Women can add interval exercises to almost any cardiovascular workout. In aerobic dance, dance class, Zumba or hip hop, music selections with a variety of beats per minute encourage speed intervals. You may do a slow number with simpler steps such as marching, or grapevines that use your full range of motion. Then switch to a faster routine with fast kicks, high jumps or deep squats and lunges. If your dance workout has a brisk but steady pace, use the breaks between songs to do 30-seconds of interval exercises such as running in place with your knees high, burpees, squat jumps or skipping rope.
Many women beginning cardiovascular regimens opt for walking, jogging or running.
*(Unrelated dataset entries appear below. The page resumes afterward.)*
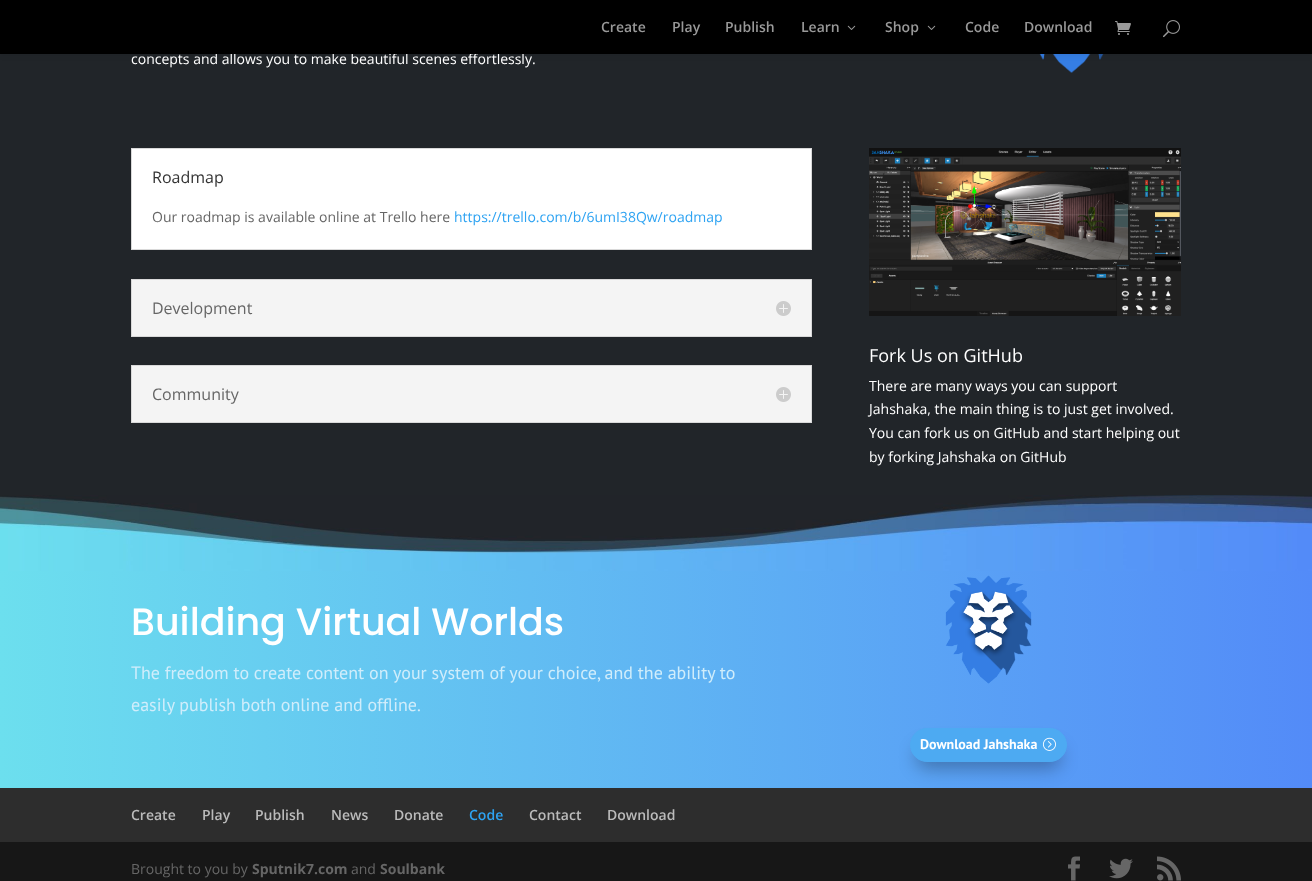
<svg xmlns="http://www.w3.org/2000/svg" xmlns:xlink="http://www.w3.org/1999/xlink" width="1312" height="881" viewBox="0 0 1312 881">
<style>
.cls-1{font:14px Open Sans;fill:#ffffff}
.cls-2{font:600 14px Open Sans;fill:#999999}
.cls-3{font:16px Open Sans;fill:#333333}
.cls-4{font:14px Open Sans;fill:#666666}
.cls-5{font:14px Open Sans;fill:#2ea3f2}
.cls-6{font:16px Open Sans;fill:#666666}
.cls-7{font:18px Open Sans;fill:#ffffff}
.cls-8{font:500 38px Poppins;fill:#ffffff}
.cls-9{font:18px PT Sans;fill:#d0edfb}
.cls-10{font:bold 14px PT Sans;fill:#ffffff}
.cls-11{font:600 14px Open Sans;fill:#bbbbbb}
.cls-12{font:600 14px Open Sans;fill:#2ea3f2}
.cls-13{font:bold 14px Open Sans;fill:#666666}
</style>
<defs>
<linearGradient id="g1" gradientUnits="userSpaceOnUse" x1="0" y1="680" x2="1312" y2="680"><stop offset="0" stop-color="#6cdfee"/><stop offset="1" stop-color="#538bf8"/></linearGradient>
</defs>
<rect width="100%" height="100%" fill="#2d2d2d"/>
<rect fill="#212529" x="0" y="54" width="1312" height="441"/>
<image xlink:href="image3.png" x="1039" y="54" width="65" height="19"/>
<rect fill="#000000" fill-opacity="0.1" filter="blur(3.5px)" x="0" y="0" width="1312" height="54"/>
<rect fill="#ffffff" stroke="#d9d9d9" x="131.5" y="148.5" width="680" height="101"/>
<rect fill="#f4f4f4" stroke="#d9d9d9" x="131.5" y="279.5" width="680" height="57"/>
<image xlink:href="image4.png" x="776" y="301" width="15" height="15"/>
<rect fill="#f4f4f4" stroke="#d9d9d9" x="131.5" y="365.5" width="680" height="57"/>
<image xlink:href="image4.png" x="776" y="387" width="15" height="15"/>
<image xlink:href="image5.png" x="869" y="148" width="312" height="168"/>
<image xlink:href="image6.png" x="0" y="495" width="1312" height="76"/>
<rect fill="url(#g1)" x="0" y="571" width="1312" height="217"/>
<image xlink:href="image7.png" x="945" y="575" width="87" height="109"/>
<rect fill="#000000" fill-opacity="0.3" filter="blur(9px)" x="916" y="746" width="145" height="22" rx="11"/>
<rect fill="#4daaf2" stroke="#4daaf2" x="910.5" y="728.5" width="156" height="33" rx="16.5"/>
<image xlink:href="image8.png" x="1042" y="737" width="14" height="14"/>
<rect fill="#171717" x="0" y="842" width="1312" height="39"/>
<image xlink:href="image9.png" x="1068" y="856" width="12" height="25"/>
<image xlink:href="image10.png" x="1109" y="858" width="24" height="21"/>
<image xlink:href="image11.png" x="1157" y="856" width="24" height="25"/>
<text class="cls-1" x="131" y="64">concepts and allows you to make beautiful scenes effortlessly.</text>
<rect fill="#000000" x="0" y="0" width="1312" height="54"/>
<image xlink:href="image2.png" x="1163" y="20" width="17" height="18"/>
<image xlink:href="image1.png" x="1115" y="21" width="16" height="14"/>
<text class="cls-2" x="1024" y="32">Download</text>
<text class="cls-2" x="965" y="32">Code</text>
<image xlink:href="image0.png" x="927" y="25" width="9" height="5"/>
<text class="cls-2" x="885" y="32">Shop</text>
<image xlink:href="image0.png" x="847" y="25" width="9" height="5"/>
<text class="cls-2" x="801" y="32">Learn</text>
<text class="cls-2" x="725" y="32">Publish</text>
<text class="cls-2" x="672" y="32">Play</text>
<text class="cls-2" x="601" y="32">Create</text>
<text class="cls-3" x="152" y="183">Roadmap</text>
<text class="cls-4" x="152" y="222">Our roadmap is available online at Trello here</text>
<text class="cls-5" x="454" y="222">https://trello.com/b/6umI38Qw/roadmap</text>
<text class="cls-6" x="152" y="314">Development</text>
<text class="cls-6" x="152" y="400">Community</text>
<text class="cls-7" x="869" y="362">Fork Us on GitHub</text>
<text class="cls-1"><tspan x="869" y="391">There are many ways you can support</tspan><tspan x="869" y="414">Jahshaka, the main thing is to just get involved.</tspan><tspan x="869" y="438">You can fork us on GitHub and start helping out</tspan><tspan x="869" y="462">by forking Jahshaka on GitHub</tspan></text>
<text class="cls-8" x="131" y="635">Building Virtual Worlds</text>
<text class="cls-9"><tspan x="131" y="679">The freedom to create content on your system of your choice, and the ability to</tspan><tspan x="131" y="711">easily publish both online and offline.</tspan></text>
<text class="cls-10" x="920" y="749">Download Jahshaka</text>
<text class="cls-11" x="131" y="820">Create</text>
<text class="cls-11" x="202" y="820">Play</text>
<text class="cls-11" x="255" y="820">Publish</text>
<text class="cls-11" x="331" y="820">News</text>
<text class="cls-11" x="394" y="820">Donate</text>
<text class="cls-12" x="469" y="820">Code</text>
<text class="cls-11" x="529" y="820">Contact</text>
<text class="cls-11" x="607" y="820">Download</text>
<text class="cls-4" x="131" y="874">Brought to you by</text>
<text class="cls-13" x="252" y="874">Sputnik7.com</text>
<text class="cls-4" x="351" y="874">and</text>
<text class="cls-13" x="380" y="874">Soulbank</text>
</svg>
Make the workout more vigorous by employing your own form of fartlek training. This Swedish interval training strategy loosely consists of warming up, moving at a vigorous pace, doing a speed interval, recovering and then repeating the process. If you walk for one hour, spend every five minutes doing a 30-second speed-walk. If you jog or run, pepper your workout with sprints and recovery periods. Consider varying your route as well, so that intervals consist of running up a steep hill and recovery periods are walking downhill.
Circuit training gives your an aerobic, flexibility and strengthening workout in one session. For women, combination workouts such as these are important because, as they age, they lose muscles mass and bone density, placing them at risk of developing osteoporosis. Begin an exercise circuit on a cardiovascular machines set on an interval program to keep the pace intense. Move quickly between stations so that you keep your heart rate high. A circuit might include interval training on an elliptical for up to 10 minutes, followed by doing pushups, crunches, situps, bench presses, hamstring curls, triceps dips and jumping jacks. Add more cardiovascular work by exercising on a stationary cycle, running on a treadmill or climbing a stair treadmill.
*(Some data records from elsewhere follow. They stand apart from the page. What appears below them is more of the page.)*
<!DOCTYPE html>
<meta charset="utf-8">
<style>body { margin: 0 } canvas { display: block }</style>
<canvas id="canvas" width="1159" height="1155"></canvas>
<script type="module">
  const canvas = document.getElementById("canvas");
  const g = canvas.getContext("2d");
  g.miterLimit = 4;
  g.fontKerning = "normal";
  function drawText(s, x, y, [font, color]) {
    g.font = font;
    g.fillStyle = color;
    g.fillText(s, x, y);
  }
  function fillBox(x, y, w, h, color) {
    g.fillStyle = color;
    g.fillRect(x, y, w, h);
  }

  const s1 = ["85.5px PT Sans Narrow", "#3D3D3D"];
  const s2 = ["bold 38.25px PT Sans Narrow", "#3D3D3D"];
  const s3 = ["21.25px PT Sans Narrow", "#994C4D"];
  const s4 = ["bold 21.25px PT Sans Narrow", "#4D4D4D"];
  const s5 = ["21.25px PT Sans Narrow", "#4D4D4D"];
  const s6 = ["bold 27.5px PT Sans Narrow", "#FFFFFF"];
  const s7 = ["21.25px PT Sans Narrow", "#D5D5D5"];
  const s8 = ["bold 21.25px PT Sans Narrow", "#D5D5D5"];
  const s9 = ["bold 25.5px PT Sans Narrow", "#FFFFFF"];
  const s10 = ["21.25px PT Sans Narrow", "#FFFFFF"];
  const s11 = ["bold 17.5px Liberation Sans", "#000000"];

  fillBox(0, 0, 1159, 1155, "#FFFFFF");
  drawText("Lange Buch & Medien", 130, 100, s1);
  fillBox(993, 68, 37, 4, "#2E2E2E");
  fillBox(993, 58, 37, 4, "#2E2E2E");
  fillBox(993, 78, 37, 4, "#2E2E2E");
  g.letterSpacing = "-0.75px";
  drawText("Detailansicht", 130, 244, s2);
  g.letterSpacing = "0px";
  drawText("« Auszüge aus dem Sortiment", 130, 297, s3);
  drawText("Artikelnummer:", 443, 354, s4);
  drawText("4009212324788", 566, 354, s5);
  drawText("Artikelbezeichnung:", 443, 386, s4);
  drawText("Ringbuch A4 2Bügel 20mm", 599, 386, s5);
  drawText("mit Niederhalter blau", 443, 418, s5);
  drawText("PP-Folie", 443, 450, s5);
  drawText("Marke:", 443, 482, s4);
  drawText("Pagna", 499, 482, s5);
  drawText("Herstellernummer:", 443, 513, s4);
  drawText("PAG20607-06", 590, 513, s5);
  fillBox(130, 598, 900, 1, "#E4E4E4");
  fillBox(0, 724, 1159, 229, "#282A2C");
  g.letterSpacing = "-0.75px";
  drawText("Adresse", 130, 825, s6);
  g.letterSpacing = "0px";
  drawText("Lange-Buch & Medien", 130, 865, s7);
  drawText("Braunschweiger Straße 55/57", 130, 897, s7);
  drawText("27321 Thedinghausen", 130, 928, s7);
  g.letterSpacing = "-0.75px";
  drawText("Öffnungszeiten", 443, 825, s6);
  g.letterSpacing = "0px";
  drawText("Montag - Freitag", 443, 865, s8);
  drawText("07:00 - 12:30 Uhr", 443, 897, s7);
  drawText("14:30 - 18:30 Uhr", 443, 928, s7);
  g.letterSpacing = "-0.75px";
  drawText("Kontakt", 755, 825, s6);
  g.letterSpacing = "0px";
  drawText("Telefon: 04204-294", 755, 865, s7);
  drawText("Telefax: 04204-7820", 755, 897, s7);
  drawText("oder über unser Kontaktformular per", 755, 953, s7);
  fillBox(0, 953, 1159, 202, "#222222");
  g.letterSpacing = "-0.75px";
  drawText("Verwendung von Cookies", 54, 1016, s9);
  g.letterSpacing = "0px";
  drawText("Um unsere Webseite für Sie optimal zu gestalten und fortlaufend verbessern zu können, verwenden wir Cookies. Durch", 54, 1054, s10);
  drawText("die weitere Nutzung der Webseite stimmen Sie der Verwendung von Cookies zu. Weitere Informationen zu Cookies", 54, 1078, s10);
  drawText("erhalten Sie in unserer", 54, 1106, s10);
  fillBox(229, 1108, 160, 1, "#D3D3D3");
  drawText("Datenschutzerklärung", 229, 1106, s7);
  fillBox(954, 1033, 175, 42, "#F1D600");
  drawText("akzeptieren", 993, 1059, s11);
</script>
Aerobic exercise and interval training come together in most boot camp workouts. Like circuit training, the goal is to keep you moving and challenged with full-body exercises. A 40-year-old woman should strive to hit a target heart rate of around 145 beats per minute by doing high-impact calisthenics such as jumping jacks, military-style pushups, climbing a rope ladder, hauling a bag of sand across a field and kickboxing. Interval moves that also get women into the range of their target heart rate include sprinting uphill, leaping over hurdles, jumping up and down from a platform, moving through an obstacle course and doing deep squats.